◆ Collected data:
※

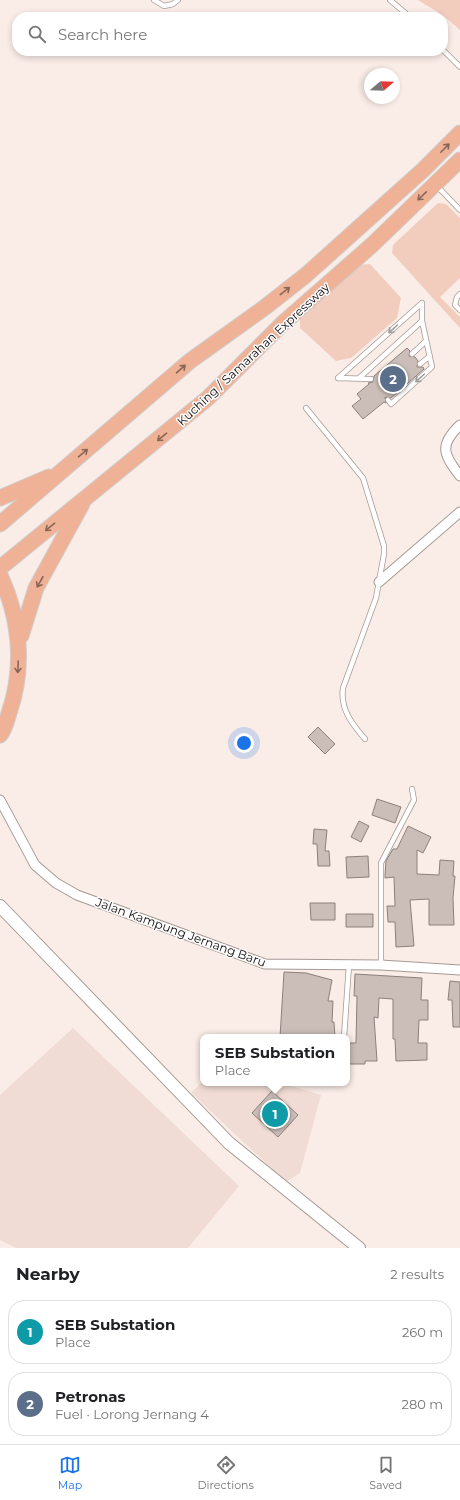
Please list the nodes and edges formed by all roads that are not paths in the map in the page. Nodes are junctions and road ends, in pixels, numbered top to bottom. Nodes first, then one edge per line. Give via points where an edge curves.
1 (154, 0) edge
2 (178, 0) edge
3 (390, 0) edge
4 (404, 12) edge
5 (448, 55) edge
6 (460, 67) edge
7 (460, 133) edge
8 (460, 160) edge
9 (435, 183) junction
10 (460, 210) edge
11 (460, 294) edge
12 (460, 310) edge
13 (422, 321) junction
14 (426, 341) junction
15 (412, 354) dead end
16 (430, 356) junction
17 (420, 364) dead end
18 (358, 379) junction
19 (371, 379) dead end
20 (388, 400) dead end
21 (306, 408) dead end
22 (460, 425) edge
23 (63, 470) junction
24 (460, 476) edge
25 (0, 498) edge
26 (86, 498) junction
27 (460, 512) edge
28 (0, 524) edge
29 (0, 568) edge
30 (0, 575) edge
31 (379, 582) junction
32 (19, 643) junction
33 (0, 735) edge
34 (365, 738) dead end
35 (412, 789) dead end
36 (0, 800) edge
37 (0, 906) edge
38 (350, 964) junction
39 (381, 964) junction
40 (460, 970) edge
41 (344, 1034) edge
42 (358, 1248) edge

1 - 2 lane via 164,6
3 - 4 lane
5 - 6 lane
23 -> 7 highway, Kuching / Samarahan Expressway via 190,361 306,275 423,170
8 - 9 highway, Kuching / Samarahan Expressway
9 - 10 lane
9 -> 26 highway, Kuching / Samarahan Expressway via 372,245 282,324 208,398
11 - 12 lane via 455,305
13 - 14 lane
13 - 18 lane
13 -> 18 lane via 422,303 338,378
14 - 15 lane
14 - 16 lane
16 - 17 lane
16 -> 20 lane via 432,367 391,404
18 - 19 lane
21 - 31 lane via 363,478 383,539 384,554
22 - 24 street via 449,436 446,448 448,460
23 - 25 highway
23 - 28 highway, Kuching / Samarahan Expressway
26 -> 29 highway, Kuching / Samarahan Expressway
26 -> 32 highway via 36,588
27 - 31 street
30 - 32 highway via 14,610
31 - 34 lane via 376,598 342,697 350,721
32 -> 33 highway via 15,695
35 - 39 lane via 414,800 381,863
36 - 38 street, Jalan Kampung Jernang Baru via 35,865 56,883 77,895 265,964
37 - 42 street via 229,1143
38 - 39 street, Jalan Kampung Jernang Baru
38 - 41 lane
39 - 40 street, Jalan Kampung Jernang Baru

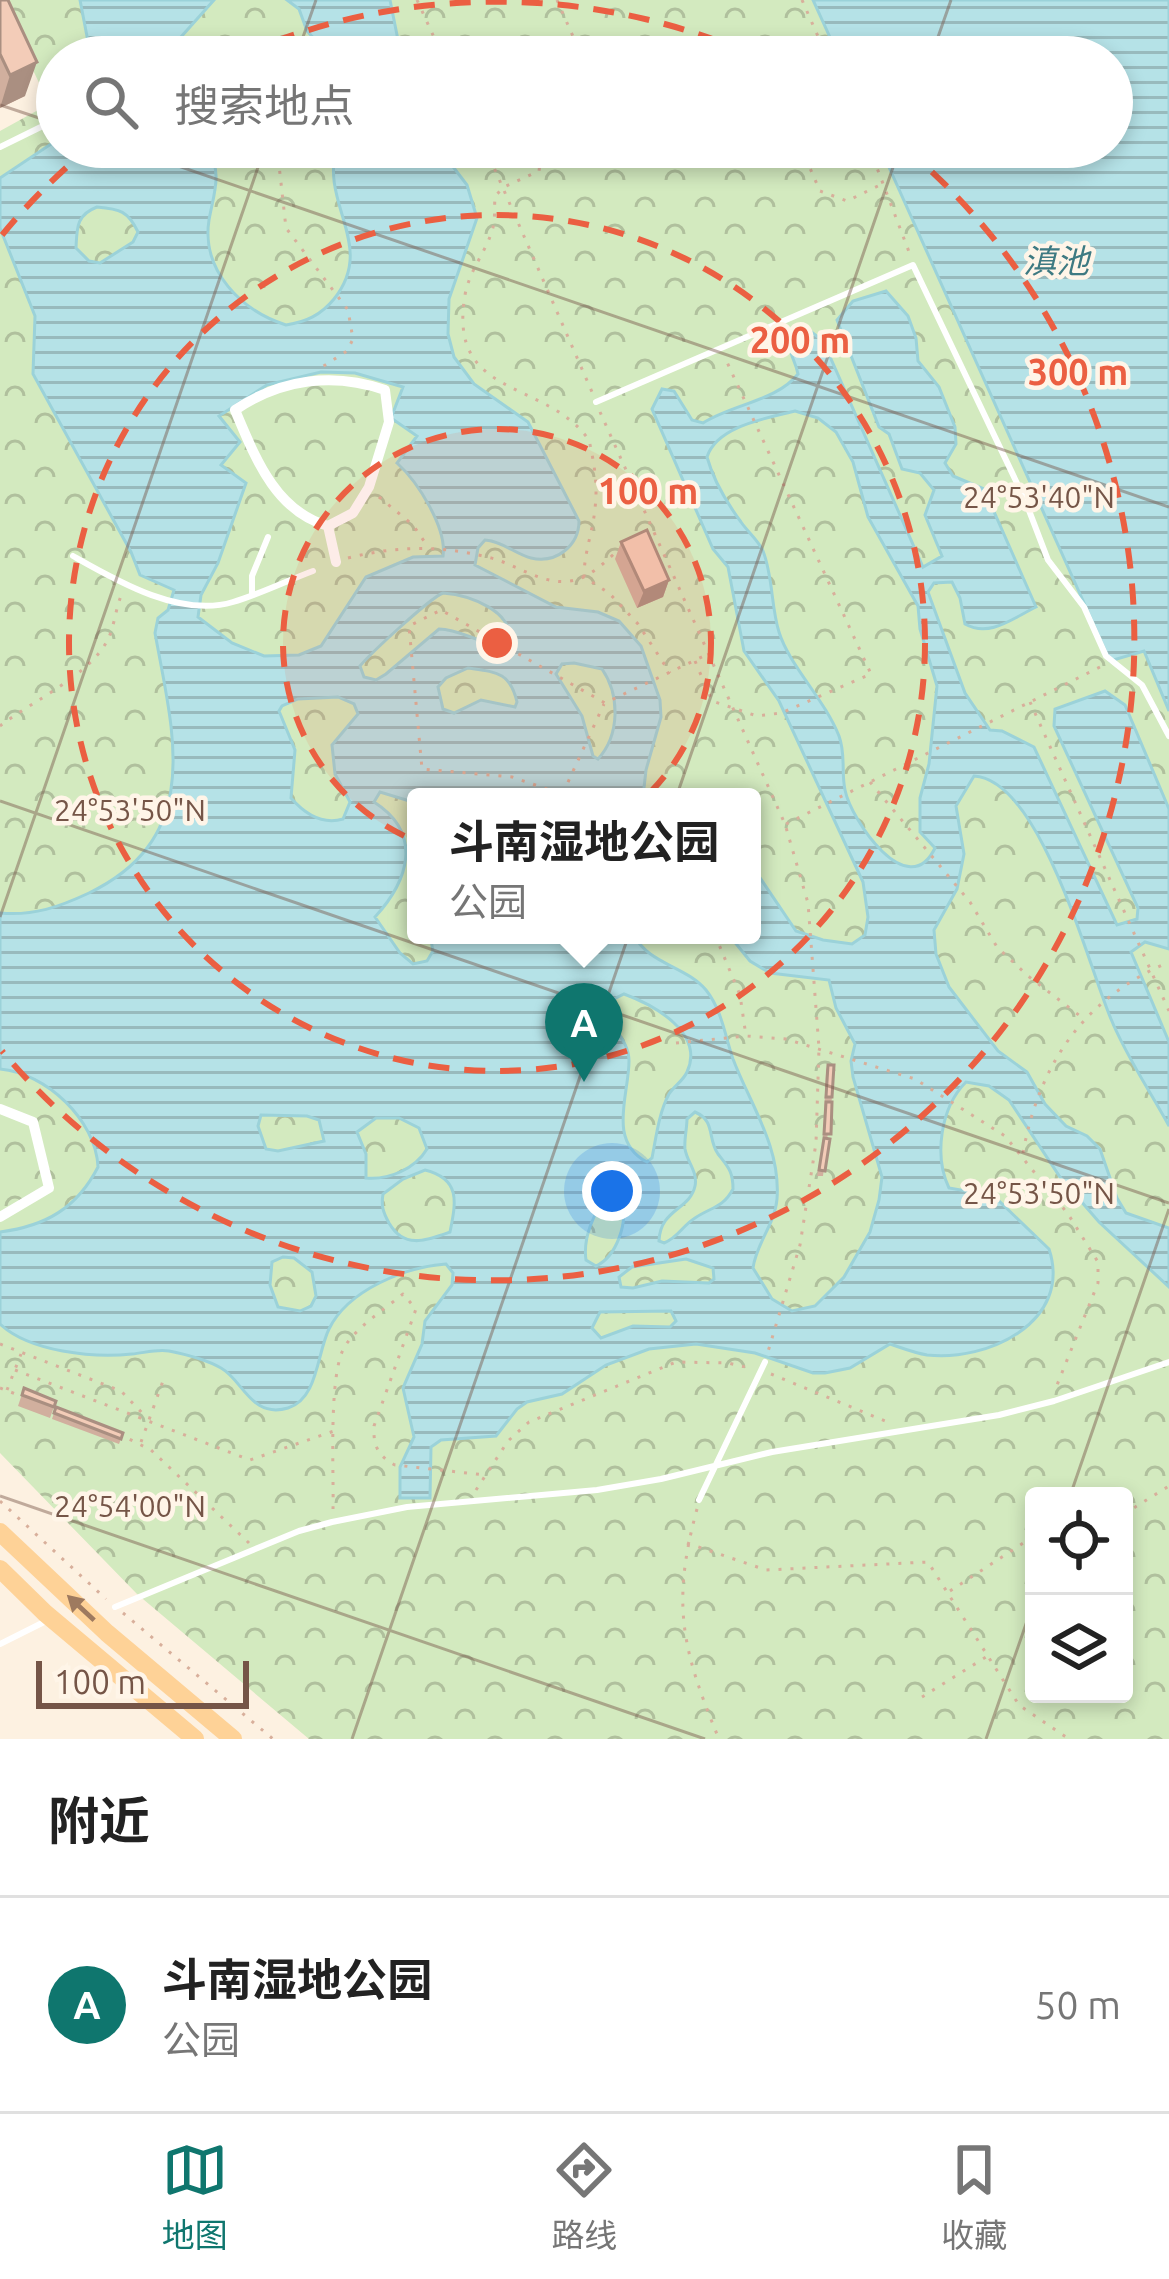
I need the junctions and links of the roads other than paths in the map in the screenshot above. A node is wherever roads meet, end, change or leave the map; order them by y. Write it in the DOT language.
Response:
graph roads {
  1 [pos="36,129"];
  2 [pos="0,147"];
  3 [pos="596,402"];
  4 [pos="328,526"];
  5 [pos="268,538"];
  6 [pos="73,556"];
  7 [pos="335,562"];
  8 [pos="313,571"];
  9 [pos="252,594"];
  10 [pos="1169,736"];
  11 [pos="0,1109"];
  12 [pos="0,1217"];
  13 [pos="1169,1362"];
  14 [pos="763,1366"];
  15 [pos="713,1466"];
  16 [pos="699,1500"];
  17 [pos="0,1532"];
  18 [pos="0,1569"];
  19 [pos="115,1606"];
  20 [pos="51,1618"];
  21 [pos="0,1644"];
  22 [pos="195,1739"];
  23 [pos="233,1739"];
  1 -- 2 [label="lane"];
  3 -- 10 [label="lane"];
  4 -- 4 [label="street"];
  4 -- 7 [label="street"];
  5 -- 9 [label="lane"];
  6 -- 9 [label="lane"];
  8 -- 9 [label="lane"];
  11 -- 12 [label="street"];
  13 -- 15 [label="lane"];
  14 -- 15 [label="lane"];
  15 -- 16 [label="lane"];
  15 -- 19 [label="lane"];
  23 -- 17 [label="main road, one-way"];
  18 -- 20 [label="main road"];
  20 -- 21 [label="lane"];
  20 -- 22 [label="main road"];
}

※

◆ Task brief: Print, word for word, every entry shown above; the pictures stay out.

◆ Exercise answer:
Please list the nodes and edges formed by all roads that are not paths in the map in the page. Nodes are junctions and road ends, in pixels, numbered top to bottom. Nodes first, then one edge per line. Give via points where an edge curves.
1 (154, 0) edge
2 (178, 0) edge
3 (390, 0) edge
4 (404, 12) edge
5 (448, 55) edge
6 (460, 67) edge
7 (460, 133) edge
8 (460, 160) edge
9 (435, 183) junction
10 (460, 210) edge
11 (460, 294) edge
12 (460, 310) edge
13 (422, 321) junction
14 (426, 341) junction
15 (412, 354) dead end
16 (430, 356) junction
17 (420, 364) dead end
18 (358, 379) junction
19 (371, 379) dead end
20 (388, 400) dead end
21 (306, 408) dead end
22 (460, 425) edge
23 (63, 470) junction
24 (460, 476) edge
25 (0, 498) edge
26 (86, 498) junction
27 (460, 512) edge
28 (0, 524) edge
29 (0, 568) edge
30 (0, 575) edge
31 (379, 582) junction
32 (19, 643) junction
33 (0, 735) edge
34 (365, 738) dead end
35 (412, 789) dead end
36 (0, 800) edge
37 (0, 906) edge
38 (350, 964) junction
39 (381, 964) junction
40 (460, 970) edge
41 (344, 1034) edge
42 (358, 1248) edge

1 - 2 lane via 164,6
3 - 4 lane
5 - 6 lane
23 -> 7 highway, Kuching / Samarahan Expressway via 190,361 306,275 423,170
8 - 9 highway, Kuching / Samarahan Expressway
9 - 10 lane
9 -> 26 highway, Kuching / Samarahan Expressway via 372,245 282,324 208,398
11 - 12 lane via 455,305
13 - 14 lane
13 - 18 lane
13 -> 18 lane via 422,303 338,378
14 - 15 lane
14 - 16 lane
16 - 17 lane
16 -> 20 lane via 432,367 391,404
18 - 19 lane
21 - 31 lane via 363,478 383,539 384,554
22 - 24 street via 449,436 446,448 448,460
23 - 25 highway
23 - 28 highway, Kuching / Samarahan Expressway
26 -> 29 highway, Kuching / Samarahan Expressway
26 -> 32 highway via 36,588
27 - 31 street
30 - 32 highway via 14,610
31 - 34 lane via 376,598 342,697 350,721
32 -> 33 highway via 15,695
35 - 39 lane via 414,800 381,863
36 - 38 street, Jalan Kampung Jernang Baru via 35,865 56,883 77,895 265,964
37 - 42 street via 229,1143
38 - 39 street, Jalan Kampung Jernang Baru
38 - 41 lane
39 - 40 street, Jalan Kampung Jernang Baru

I need the junctions and links of the roads other than paths in the map in the screenshot above. A node is wherever roads meet, end, change or leave the map; order them by y. Write it in the DOT language.
Response:
graph roads {
  1 [pos="36,129"];
  2 [pos="0,147"];
  3 [pos="596,402"];
  4 [pos="328,526"];
  5 [pos="268,538"];
  6 [pos="73,556"];
  7 [pos="335,562"];
  8 [pos="313,571"];
  9 [pos="252,594"];
  10 [pos="1169,736"];
  11 [pos="0,1109"];
  12 [pos="0,1217"];
  13 [pos="1169,1362"];
  14 [pos="763,1366"];
  15 [pos="713,1466"];
  16 [pos="699,1500"];
  17 [pos="0,1532"];
  18 [pos="0,1569"];
  19 [pos="115,1606"];
  20 [pos="51,1618"];
  21 [pos="0,1644"];
  22 [pos="195,1739"];
  23 [pos="233,1739"];
  1 -- 2 [label="lane"];
  3 -- 10 [label="lane"];
  4 -- 4 [label="street"];
  4 -- 7 [label="street"];
  5 -- 9 [label="lane"];
  6 -- 9 [label="lane"];
  8 -- 9 [label="lane"];
  11 -- 12 [label="street"];
  13 -- 15 [label="lane"];
  14 -- 15 [label="lane"];
  15 -- 16 [label="lane"];
  15 -- 19 [label="lane"];
  23 -- 17 [label="main road, one-way"];
  18 -- 20 [label="main road"];
  20 -- 21 [label="lane"];
  20 -- 22 [label="main road"];
}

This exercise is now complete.